_WORK REQUEST_: Wherever the word "الأمير" occurs in the listing, copy the whole line.

_INFORMATION SHOWN_:
# # # # # # #

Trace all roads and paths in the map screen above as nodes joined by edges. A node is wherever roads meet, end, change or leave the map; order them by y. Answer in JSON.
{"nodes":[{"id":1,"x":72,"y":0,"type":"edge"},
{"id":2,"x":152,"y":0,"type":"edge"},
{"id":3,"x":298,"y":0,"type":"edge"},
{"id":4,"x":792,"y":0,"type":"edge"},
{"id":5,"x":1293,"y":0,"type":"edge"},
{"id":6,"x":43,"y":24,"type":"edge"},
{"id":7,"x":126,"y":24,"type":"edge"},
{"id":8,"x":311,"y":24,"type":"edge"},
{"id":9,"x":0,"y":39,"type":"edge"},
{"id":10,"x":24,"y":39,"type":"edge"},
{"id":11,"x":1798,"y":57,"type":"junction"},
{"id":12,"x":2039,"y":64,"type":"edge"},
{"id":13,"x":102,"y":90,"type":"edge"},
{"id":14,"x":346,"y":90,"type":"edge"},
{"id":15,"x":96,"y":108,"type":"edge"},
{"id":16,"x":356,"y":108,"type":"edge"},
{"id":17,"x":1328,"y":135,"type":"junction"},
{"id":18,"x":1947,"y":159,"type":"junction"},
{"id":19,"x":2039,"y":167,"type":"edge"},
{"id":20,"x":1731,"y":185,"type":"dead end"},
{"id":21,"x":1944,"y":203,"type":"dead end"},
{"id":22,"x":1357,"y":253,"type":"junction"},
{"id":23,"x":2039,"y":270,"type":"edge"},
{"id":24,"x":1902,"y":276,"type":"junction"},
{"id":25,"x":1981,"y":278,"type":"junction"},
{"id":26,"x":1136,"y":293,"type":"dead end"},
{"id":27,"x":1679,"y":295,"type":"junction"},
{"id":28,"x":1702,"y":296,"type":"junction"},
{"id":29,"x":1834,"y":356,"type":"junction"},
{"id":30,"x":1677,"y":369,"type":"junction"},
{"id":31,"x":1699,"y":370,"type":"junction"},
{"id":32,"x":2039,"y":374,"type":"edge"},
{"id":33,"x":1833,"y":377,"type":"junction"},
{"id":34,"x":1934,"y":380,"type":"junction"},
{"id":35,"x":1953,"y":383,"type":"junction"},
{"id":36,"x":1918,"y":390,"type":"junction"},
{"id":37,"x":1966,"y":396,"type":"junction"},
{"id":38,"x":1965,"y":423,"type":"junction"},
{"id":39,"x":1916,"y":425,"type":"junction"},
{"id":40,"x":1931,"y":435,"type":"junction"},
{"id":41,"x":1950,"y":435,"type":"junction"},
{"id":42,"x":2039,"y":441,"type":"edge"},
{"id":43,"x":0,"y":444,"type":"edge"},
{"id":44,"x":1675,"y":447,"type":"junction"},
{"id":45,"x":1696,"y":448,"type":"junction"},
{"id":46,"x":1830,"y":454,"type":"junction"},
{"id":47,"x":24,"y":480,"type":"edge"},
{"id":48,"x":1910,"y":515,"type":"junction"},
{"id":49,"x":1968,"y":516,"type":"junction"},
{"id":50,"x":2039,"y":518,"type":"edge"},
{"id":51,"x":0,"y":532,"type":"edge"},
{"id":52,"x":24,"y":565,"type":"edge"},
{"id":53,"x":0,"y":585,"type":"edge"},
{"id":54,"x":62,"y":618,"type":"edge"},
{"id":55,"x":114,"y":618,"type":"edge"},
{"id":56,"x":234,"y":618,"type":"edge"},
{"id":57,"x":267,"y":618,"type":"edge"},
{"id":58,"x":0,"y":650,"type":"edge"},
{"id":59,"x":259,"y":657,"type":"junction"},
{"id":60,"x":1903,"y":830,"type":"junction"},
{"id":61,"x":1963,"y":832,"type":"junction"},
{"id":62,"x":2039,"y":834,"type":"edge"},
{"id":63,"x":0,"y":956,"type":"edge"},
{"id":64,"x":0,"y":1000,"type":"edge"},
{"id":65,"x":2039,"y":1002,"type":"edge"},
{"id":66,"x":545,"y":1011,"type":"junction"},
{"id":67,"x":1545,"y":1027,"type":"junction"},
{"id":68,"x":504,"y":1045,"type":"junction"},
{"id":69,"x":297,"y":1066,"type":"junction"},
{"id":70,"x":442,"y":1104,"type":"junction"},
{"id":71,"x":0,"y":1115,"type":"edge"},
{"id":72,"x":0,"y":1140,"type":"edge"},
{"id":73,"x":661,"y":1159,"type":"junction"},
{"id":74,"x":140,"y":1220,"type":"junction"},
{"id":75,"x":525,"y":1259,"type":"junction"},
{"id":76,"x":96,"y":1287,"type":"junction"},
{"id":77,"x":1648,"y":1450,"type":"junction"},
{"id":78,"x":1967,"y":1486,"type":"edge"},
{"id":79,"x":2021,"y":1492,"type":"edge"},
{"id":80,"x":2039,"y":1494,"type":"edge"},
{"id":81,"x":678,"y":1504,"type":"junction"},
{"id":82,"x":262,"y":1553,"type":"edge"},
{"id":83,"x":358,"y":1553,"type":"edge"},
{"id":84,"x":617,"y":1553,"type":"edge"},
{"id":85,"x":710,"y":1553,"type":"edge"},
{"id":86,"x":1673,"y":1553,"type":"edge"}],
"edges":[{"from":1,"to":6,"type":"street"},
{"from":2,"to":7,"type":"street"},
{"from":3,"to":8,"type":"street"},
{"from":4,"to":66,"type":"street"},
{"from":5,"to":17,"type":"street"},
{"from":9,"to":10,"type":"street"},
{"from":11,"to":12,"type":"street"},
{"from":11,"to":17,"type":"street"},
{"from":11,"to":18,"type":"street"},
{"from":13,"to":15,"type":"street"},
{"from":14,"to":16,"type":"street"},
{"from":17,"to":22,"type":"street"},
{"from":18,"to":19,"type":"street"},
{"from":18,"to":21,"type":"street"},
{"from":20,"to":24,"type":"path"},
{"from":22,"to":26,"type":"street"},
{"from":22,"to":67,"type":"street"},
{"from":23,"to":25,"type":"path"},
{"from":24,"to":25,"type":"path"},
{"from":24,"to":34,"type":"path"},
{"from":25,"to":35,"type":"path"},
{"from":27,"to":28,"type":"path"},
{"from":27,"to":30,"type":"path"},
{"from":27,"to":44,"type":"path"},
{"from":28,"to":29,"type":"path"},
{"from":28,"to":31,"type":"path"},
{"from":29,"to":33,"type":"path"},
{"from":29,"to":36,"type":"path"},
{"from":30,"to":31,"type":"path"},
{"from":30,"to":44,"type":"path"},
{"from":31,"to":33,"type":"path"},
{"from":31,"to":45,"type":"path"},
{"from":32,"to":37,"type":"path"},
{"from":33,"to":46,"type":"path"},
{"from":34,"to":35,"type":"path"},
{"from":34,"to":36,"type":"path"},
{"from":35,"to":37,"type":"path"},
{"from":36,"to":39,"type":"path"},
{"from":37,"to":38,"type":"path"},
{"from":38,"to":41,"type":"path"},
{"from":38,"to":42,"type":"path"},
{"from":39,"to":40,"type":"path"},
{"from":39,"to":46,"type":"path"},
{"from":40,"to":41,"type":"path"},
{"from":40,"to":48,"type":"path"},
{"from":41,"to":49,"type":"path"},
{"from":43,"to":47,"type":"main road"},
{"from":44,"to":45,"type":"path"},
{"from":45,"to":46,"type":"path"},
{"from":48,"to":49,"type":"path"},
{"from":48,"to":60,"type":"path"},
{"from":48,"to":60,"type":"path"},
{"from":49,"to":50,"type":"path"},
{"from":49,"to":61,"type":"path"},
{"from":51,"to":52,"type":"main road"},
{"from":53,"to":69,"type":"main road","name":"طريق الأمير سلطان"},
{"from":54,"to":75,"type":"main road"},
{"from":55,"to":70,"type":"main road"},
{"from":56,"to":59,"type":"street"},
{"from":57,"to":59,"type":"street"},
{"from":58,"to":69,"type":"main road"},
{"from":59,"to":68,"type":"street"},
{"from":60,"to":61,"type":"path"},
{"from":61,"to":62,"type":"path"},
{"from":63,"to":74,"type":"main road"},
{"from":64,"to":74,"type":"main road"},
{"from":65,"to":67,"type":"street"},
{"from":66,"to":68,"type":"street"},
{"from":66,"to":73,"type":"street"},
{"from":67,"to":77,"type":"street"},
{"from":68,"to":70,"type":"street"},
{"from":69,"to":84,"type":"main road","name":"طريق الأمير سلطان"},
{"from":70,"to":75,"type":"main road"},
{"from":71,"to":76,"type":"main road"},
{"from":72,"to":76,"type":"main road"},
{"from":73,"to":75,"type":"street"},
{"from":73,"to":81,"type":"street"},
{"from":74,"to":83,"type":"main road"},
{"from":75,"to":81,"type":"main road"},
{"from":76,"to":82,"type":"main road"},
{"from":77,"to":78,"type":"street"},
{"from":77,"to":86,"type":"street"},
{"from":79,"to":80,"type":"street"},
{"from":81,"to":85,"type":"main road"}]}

# # # # # # #

_PROBLEM SOLUTION_:
{"from":53,"to":69,"type":"main road","name":"طريق الأمير سلطان"},
{"from":69,"to":84,"type":"main road","name":"طريق الأمير سلطان"},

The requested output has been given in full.